Yesterday’s market action

Last week closed out with a bang with an extraordinary general election result in the UK seeing David Cameron and the Conservative party gaining an outright majority to confound the pollsters, who all suggested that Labour were neck and neck with the Tories. The result was taken as ‘markets positive’ with the FTSE 100 climbing 2% and Sterling appreciating in value. On top of this we saw an important US Non Farm Payrolls report that showed 223k jobs were created in April, which was just shy of the 228k expected. However, March’s figure got revised heavily lower from the previous 126k to a 3 year low of 85k. This was a difficult set of numbers to draw any clear conclusions from and market reaction reflected this with the US Dollar, US Government bonds and commodities all struggling to find clear direction after the data was announced. On the one hand it was a relief to see a figure nicely above 200k as this shows the sharp dip in March was a temporary one-off and labour market momentum is still solid. However, on the other hand the data was worse than expected and March’s downward revision shows Q1 was weaker than thought and it is almost certain that US Q1 GDP will now be revised into negative territory. The one clear winner were equity markets.
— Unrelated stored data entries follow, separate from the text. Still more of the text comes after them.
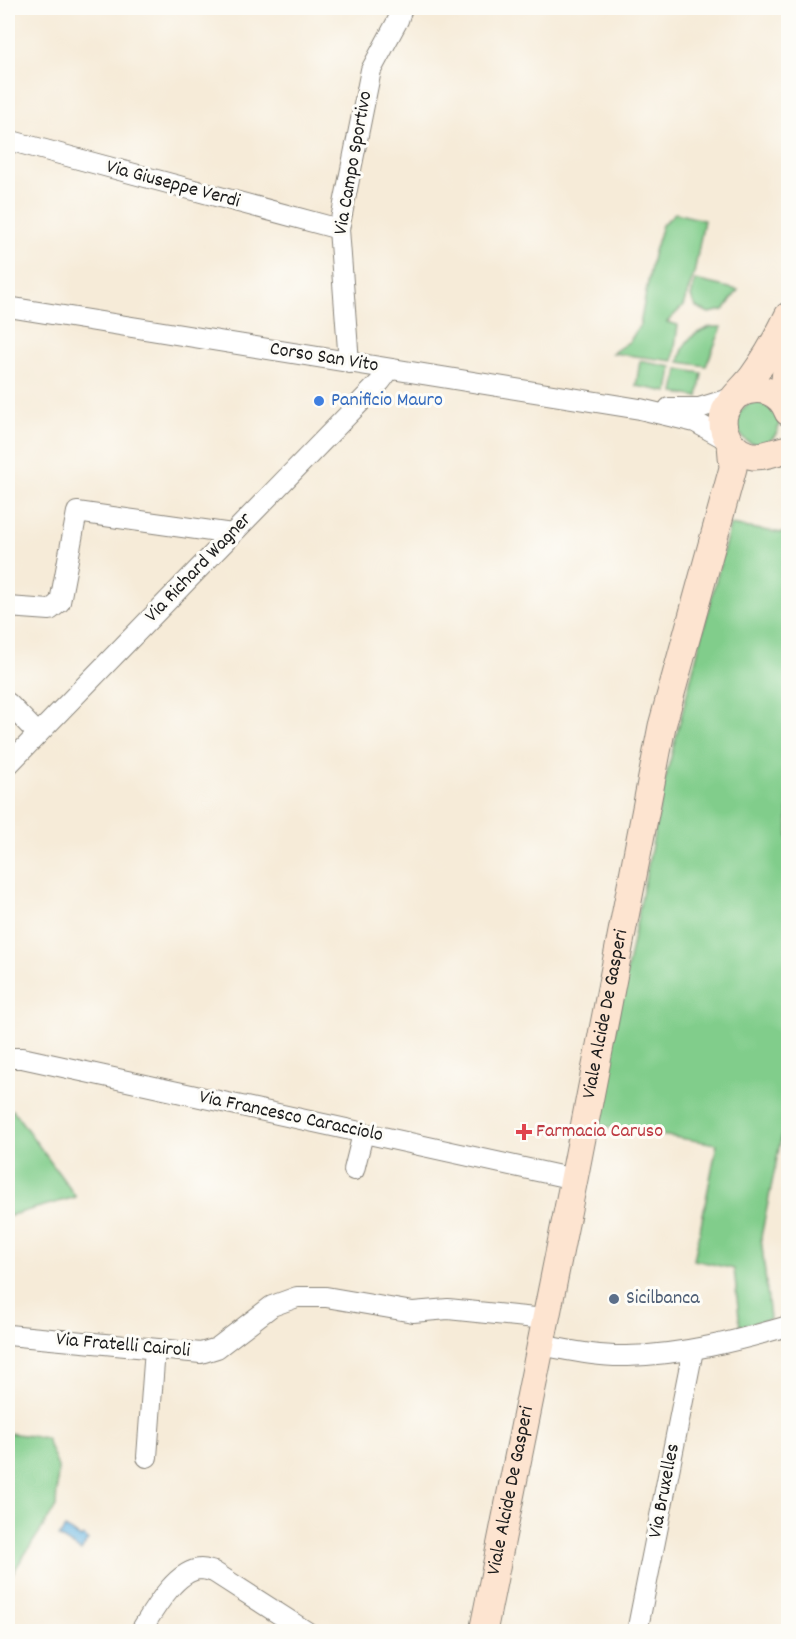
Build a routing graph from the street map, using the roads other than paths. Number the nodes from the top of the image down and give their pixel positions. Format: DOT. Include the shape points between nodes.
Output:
graph roads {
  1 [pos="402,8"];
  2 [pos="8,140"];
  3 [pos="339,229"];
  4 [pos="8,308"];
  5 [pos="789,316"];
  6 [pos="789,350"];
  7 [pos="349,363"];
  8 [pos="390,369"];
  9 [pos="737,396"];
  10 [pos="639,409"];
  11 [pos="783,426"];
  12 [pos="730,442"];
  13 [pos="232,534"];
  14 [pos="714,542"];
  15 [pos="8,607"];
  16 [pos="8,703"];
  17 [pos="38,734"];
  18 [pos="8,765"];
  19 [pos="8,1058"];
  20 [pos="363,1134"];
  21 [pos="354,1170"];
  22 [pos="574,1179"];
  23 [pos="789,1326"];
  24 [pos="543,1332"];
  25 [pos="8,1335"];
  26 [pos="154,1349"];
  27 [pos="693,1350"];
  28 [pos="147,1457"];
  29 [pos="140,1632"];
  30 [pos="307,1632"];
  31 [pos="483,1632"];
  32 [pos="637,1632"];
  1 -- 3 [label="street, Via Campo Sportivo" via="371,70"];
  2 -- 3 [label="street, Via Giuseppe Verdi"];
  3 -- 7 [label="street, Via Campo Sportivo"];
  4 -- 7 [label="street, Corso San Vito"];
  5 -- 9 [label="main road"];
  6 -- 11 [label="main road"];
  7 -- 8 [label="street, Corso San Vito"];
  8 -- 10 [label="street, Corso San Vito"];
  8 -- 13 [label="street, Via Richard Wagner"];
  9 -- 10 [label="street" via="699,408"];
  9 -- 11 [label="main road" via="755,389 777,396"];
  9 -- 12 [label="main road" via="728,405 723,420"];
  10 -- 12 [label="street" via="695,422"];
  11 -- 12 [label="main road" via="754,456"];
  11 -- 14 [label="main road" via="750,473"];
  12 -- 14 [label="main road" via="733,468"];
  13 -- 15 [label="street" via="77,512 60,602 50,610"];
  13 -- 17 [label="street, Via Richard Wagner"];
  14 -- 22 [label="main road, Viale Alcide De Gasperi" via="662,726"];
  16 -- 17 [label="street"];
  17 -- 18 [label="street, Via Richard Wagner"];
  19 -- 20 [label="street, Via Francesco Caracciolo" via="34,1060"];
  20 -- 21 [label="street"];
  20 -- 22 [label="street, Via Francesco Caracciolo"];
  22 -- 24 [label="main road, Viale Alcide De Gasperi"];
  23 -- 27 [label="street, Via Fratelli Cairoli"];
  24 -- 26 [label="street, Via Fratelli Cairoli" via="448,1309 413,1312 326,1297 297,1297 272,1306 217,1347 201,1353"];
  24 -- 27 [label="street, Via Fratelli Cairoli" via="625,1356"];
  24 -- 31 [label="main road, Viale Alcide De Gasperi"];
  25 -- 26 [label="street, Via Fratelli Cairoli"];
  26 -- 28 [label="street"];
  27 -- 32 [label="street, Via Bruxelles"];
  29 -- 30 [label="street" via="167,1591 182,1576 201,1569 214,1572"];
}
These numbers were pretty much the only results that could have lead to equity upside. This is the ‘sweet spot’ where job creation has rebounded from March indicating that labour market momentum is still strong BUT the momentum is not TOO strong such that it will force the Fed to raise rates.


Today’s View

The PBoC cut interest rates overnight by 0.25% leading to a generally positive reaction for Chinese equities. But mainly this week attention will return to the Eurozone with the latest Eurogroup meeting taking place today in a seemingly permanent fixture that is the Greek debt crisis. Greece have two bills to pay this week, which are the last creditor payments until the start of June. As it stands it appears that Greece can afford to make their IMF and T-Bill redemption payments in the next few days, but they will not be able to afford the June payments, especially the almost EUR 4bln payment on the 12th June. Greece will need to reach a new deal with the Eurogroup and the IMF by June otherwise the default scenario will occur. Markets are not expecting any deals to be reached in today’s meeting but we are hoping for at least some positive progress. The last Europgourp meeting saw the Greek Fin Min Varoufakis alienate himself from the Eurogroup in some style and the result was a significant breakdown in talks. Time is running out fast and if today’s meeting sees the same negative outcome as the last one then markets will begin to react to the eventuality of a Eurozone that does not include Greece. Outside of this event there is very little by way of scheduled news flow as is always the case on the Monday following Non-Farm Payrolls. We expect a quiet session until perhaps Eurogroup headlines come into the equation, but these are not likely due until tonight. We prefer to keep our generally bearish outlook and have a strategy report today that sees us highlight a short trade on all four assets.